To prevent your body from cooling down again quickly after a warm-up, make sure you wear suitable sportswear that can store body heat well. After all, when queuing at the lift or taking the chairlift, sometimes you spend a long time in the one position without moving.

Tips for regeneration.

Warmed up well but still have sore muscles? Then take it easy - our wellness experts from the Thermal Römerbad have summarised the six ultimate tips for alleviating stressed muscles for you here:


1. Relax in thermal water.
A warming bath in thermal water has a particularly soothing and relaxing effect after skiing. Just like the warm-up on the slopes, the thermal water also increases blood flow to the muscles, allowing more oxygen and nutrients to reach the areas of the body under stress. The minerals in the thermal water, such as magnesium and calcium, can help to relieve muscle cramps and support regeneration. The hydrostatic pressure of the water accelerates the healing process by improving lymph flow and promoting the elimination of metabolic waste from the muscles.

2. Gently heat up in the sauna.

For an even more intensive warming effect, we recommend a regenerative sauna session. But as with sport, it’s best not to overdo it! One or two sauna sessions of 15 minutes each at a maximum of 60 degrees are plenty good enough for effective regeneration. Anything more would only put unnecessary strain on the body. When gentling heating up in the sauna, the blood vessels dilate and blood and nutrients are delivered to the tissues. Soothing relaxation sets in.

3. Take alternating showers to feel invigorated.

While sore muscles are more likely to develop in the cold, alternating between hot and cold showers has a soothing and invigorating effect. The warm water relaxes muscles, tendons and ligaments and promotes blood circulation, while the cold water alternately anaesthetises nerve endings, reduces inflammation and swelling and revitalises the muscles. Try it out for yourself – feel how your circulation is stimulated and your entire metabolism is kick-started!

4. Try pain-relieving massages.

Muscles deserve to be stretched and you deserve a healing massage! Targeted action on the stressed muscle areas after doing sports can improve muscle flexibility, promote regeneration and prevent muscle soreness. Plus the endorphins released during the massage relieve pain and trigger a feeling of well-being. Lymphatic drainage is stimulated, which boosts the elimination of metabolic waste. Why not give our sports massage a try, for example? You can find out more in our blog article “Which massage is the right one?”.

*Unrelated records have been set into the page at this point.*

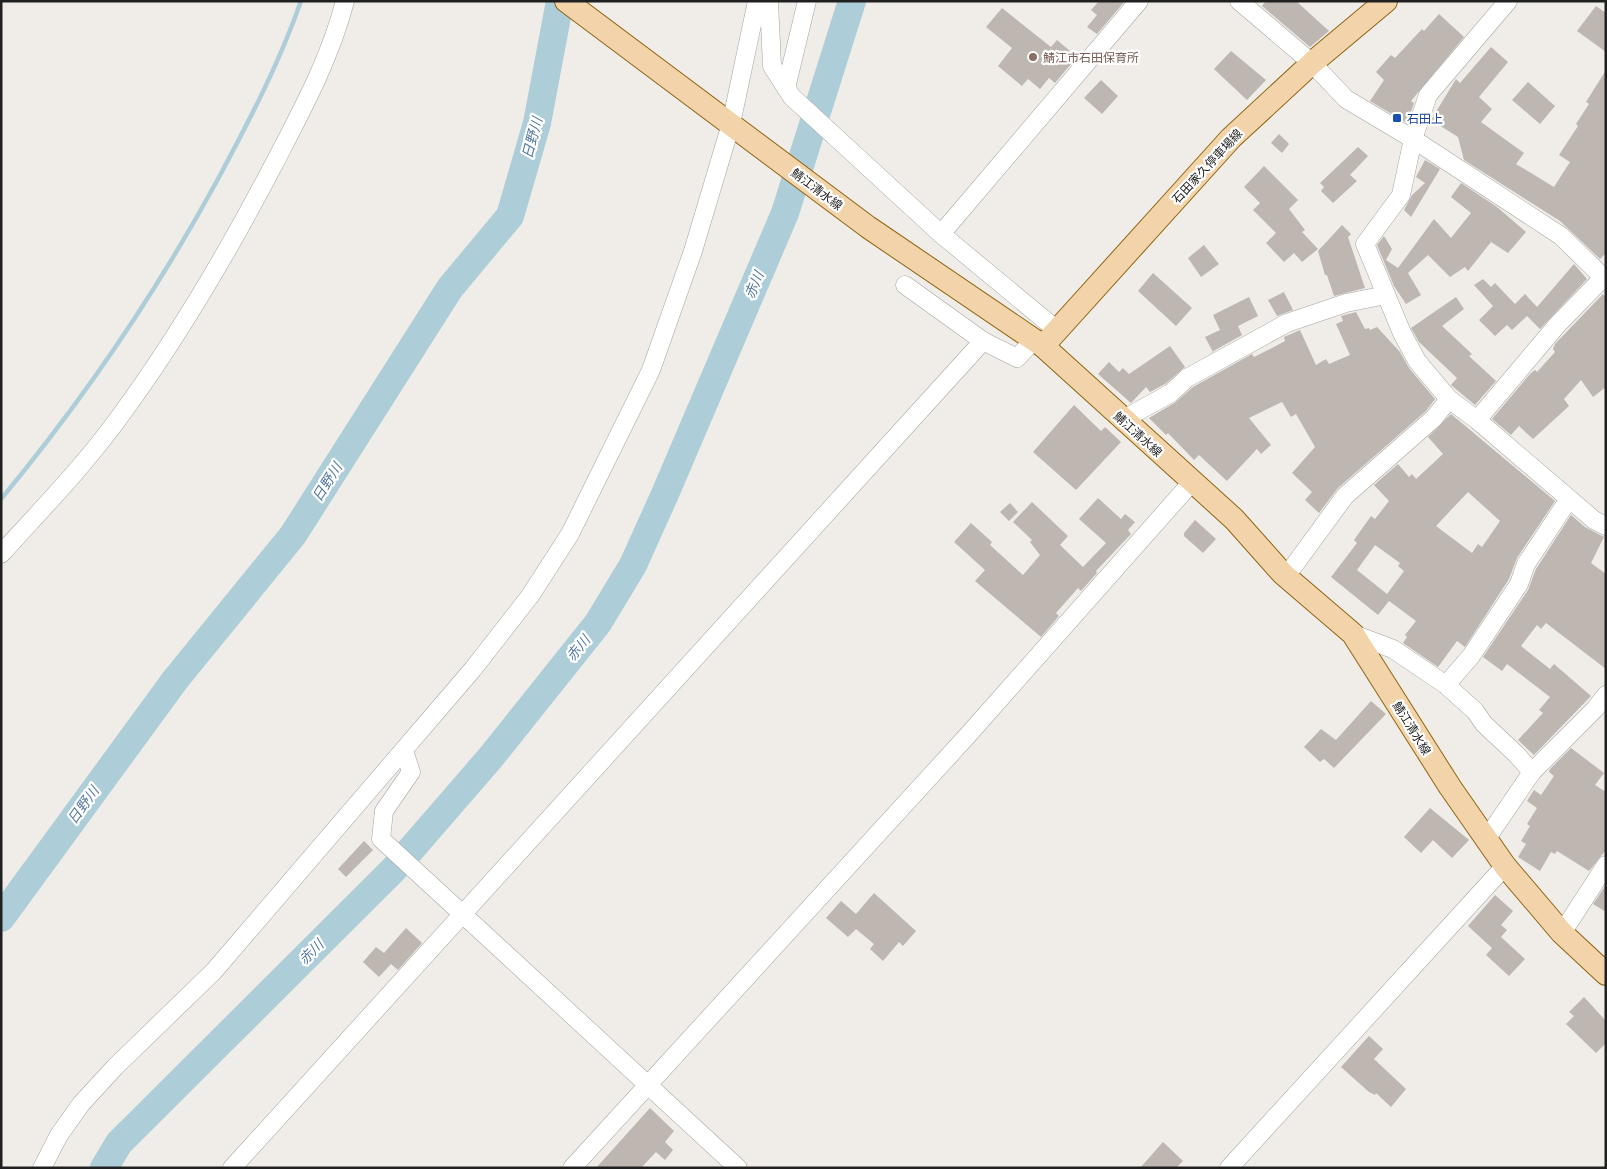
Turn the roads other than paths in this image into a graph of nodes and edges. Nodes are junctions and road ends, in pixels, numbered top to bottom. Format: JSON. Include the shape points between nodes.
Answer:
{"nodes":[{"id":1,"x":345,"y":1,"type":"edge"},
{"id":2,"x":566,"y":1,"type":"edge"},
{"id":3,"x":757,"y":1,"type":"edge"},
{"id":4,"x":769,"y":1,"type":"edge"},
{"id":5,"x":808,"y":1,"type":"edge"},
{"id":6,"x":1139,"y":1,"type":"edge"},
{"id":7,"x":1239,"y":1,"type":"edge"},
{"id":8,"x":1386,"y":1,"type":"edge"},
{"id":9,"x":1508,"y":1,"type":"edge"},
{"id":10,"x":1312,"y":63,"type":"junction"},
{"id":11,"x":786,"y":88,"type":"junction"},
{"id":12,"x":731,"y":124,"type":"junction"},
{"id":13,"x":1414,"y":139,"type":"junction"},
{"id":14,"x":940,"y":234,"type":"junction"},
{"id":15,"x":1605,"y":278,"type":"edge"},
{"id":16,"x":905,"y":285,"type":"dead end"},
{"id":17,"x":1386,"y":295,"type":"junction"},
{"id":18,"x":1045,"y":338,"type":"junction"},
{"id":19,"x":983,"y":342,"type":"junction"},
{"id":20,"x":1449,"y":399,"type":"junction"},
{"id":21,"x":1122,"y":420,"type":"junction"},
{"id":22,"x":1477,"y":420,"type":"junction"},
{"id":23,"x":1192,"y":482,"type":"junction"},
{"id":24,"x":1569,"y":499,"type":"junction"},
{"id":25,"x":1606,"y":526,"type":"edge"},
{"id":26,"x":1,"y":554,"type":"edge"},
{"id":27,"x":1283,"y":574,"type":"junction"},
{"id":28,"x":1353,"y":634,"type":"junction"},
{"id":29,"x":1446,"y":685,"type":"junction"},
{"id":30,"x":1606,"y":695,"type":"edge"},
{"id":31,"x":404,"y":751,"type":"junction"},
{"id":32,"x":1532,"y":772,"type":"junction"},
{"id":33,"x":1487,"y":838,"type":"junction"},
{"id":34,"x":1606,"y":865,"type":"edge"},
{"id":35,"x":1505,"y":866,"type":"junction"},
{"id":36,"x":462,"y":916,"type":"junction"},
{"id":37,"x":1562,"y":933,"type":"junction"},
{"id":38,"x":1606,"y":974,"type":"edge"},
{"id":39,"x":648,"y":1086,"type":"junction"},
{"id":40,"x":42,"y":1168,"type":"edge"},
{"id":41,"x":232,"y":1168,"type":"edge"},
{"id":42,"x":572,"y":1168,"type":"edge"},
{"id":43,"x":738,"y":1168,"type":"edge"},
{"id":44,"x":1229,"y":1168,"type":"edge"}],
"edges":[{"from":1,"to":26,"type":"street","via":[[312,91],[250,210],[184,323],[117,420]]},
{"from":2,"to":12,"type":"main road","name":"鯖江清水線"},
{"from":3,"to":12,"type":"street"},
{"from":4,"to":11,"type":"street","via":[[772,66]]},
{"from":5,"to":11,"type":"street"},
{"from":6,"to":14,"type":"street"},
{"from":7,"to":10,"type":"street"},
{"from":8,"to":10,"type":"main road","name":"石田家久停車場線"},
{"from":9,"to":13,"type":"street","via":[[1428,95]]},
{"from":10,"to":13,"type":"street","via":[[1346,99]]},
{"from":10,"to":18,"type":"main road","name":"石田家久停車場線","via":[[1231,138]]},
{"from":11,"to":14,"type":"street"},
{"from":12,"to":18,"type":"main road","name":"鯖江清水線","via":[[868,227]]},
{"from":12,"to":31,"type":"street","via":[[693,251],[651,370],[570,534],[530,596],[474,670]]},
{"from":13,"to":15,"type":"street","via":[[1561,236]]},
{"from":13,"to":17,"type":"street","via":[[1401,195],[1365,244]]},
{"from":14,"to":18,"type":"street"},
{"from":15,"to":22,"type":"street","via":[[1558,324]]},
{"from":16,"to":19,"type":"street"},
{"from":17,"to":20,"type":"street","via":[[1417,361]]},
{"from":17,"to":21,"type":"street","via":[[1346,303],[1287,322],[1186,378],[1171,393]]},
{"from":18,"to":19,"type":"street","via":[[1017,358]]},
{"from":18,"to":21,"type":"main road","name":"鯖江清水線"},
{"from":19,"to":36,"type":"street"},
{"from":20,"to":22,"type":"street"},
{"from":20,"to":27,"type":"street","via":[[1434,418],[1345,496],[1293,567]]},
{"from":21,"to":23,"type":"main road","name":"鯖江清水線"},
{"from":22,"to":24,"type":"street"},
{"from":23,"to":27,"type":"main road","name":"鯖江清水線","via":[[1234,519]]},
{"from":23,"to":39,"type":"street","via":[[968,735]]},
{"from":24,"to":25,"type":"street"},
{"from":24,"to":29,"type":"street","via":[[1526,564],[1519,584],[1471,656]]},
{"from":27,"to":28,"type":"main road","name":"鯖江清水線"},
{"from":28,"to":29,"type":"street","via":[[1393,649]]},
{"from":28,"to":33,"type":"main road","name":"鯖江清水線","via":[[1450,787]]},
{"from":29,"to":32,"type":"street"},
{"from":30,"to":32,"type":"street"},
{"from":31,"to":36,"type":"street","via":[[411,772],[384,811],[381,839]]},
{"from":31,"to":40,"type":"street","via":[[214,970],[81,1104],[59,1135]]},
{"from":32,"to":33,"type":"street"},
{"from":33,"to":35,"type":"main road","name":"鯖江清水線"},
{"from":34,"to":37,"type":"street"},
{"from":35,"to":37,"type":"main road","name":"鯖江清水線"},
{"from":35,"to":44,"type":"street"},
{"from":36,"to":39,"type":"street"},
{"from":36,"to":41,"type":"street"},
{"from":37,"to":38,"type":"main road","name":"鯖江清水線"},
{"from":39,"to":42,"type":"street"},
{"from":39,"to":43,"type":"street"}]}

5. Do stretching exercises for greater flexibility.

Stretching afterwards is just as important as warming up beforehand. Intensive skiing or snowboarding can cause certain muscle groups to shorten. Stretching exercises help to maintain mobility and flexibility and promote blood circulation. They also reduce the risk of injury, allowing you to prevent muscle strains.

6. Make sure you drink enough.

Winter sports enthusiasts should eat a healthy, nutritious diet and, most importantly, drink plenty of fluids – two litres a day is the recommended amount. Adequate fluid intake keeps the muscles hydrated and more resistant to stress. Drinking helps to eliminate toxins from the muscles more quickly, which can reduce inflammation and speed up muscle regeneration. And keep in mind that alcohol has the opposite effect since it dehydrates the body and inhibits muscle growth at night.

Despite doing everything you can to prevent soreness and regenerate muscles, sometimes muscle soreness just can’t be avoided. In that case, we recommend giving your body a rest and taking a short break from sport. At the end of the day, you can’t ski safely or enjoy yourself properly with aching muscles. And you’ll see that it gets better every time you ski.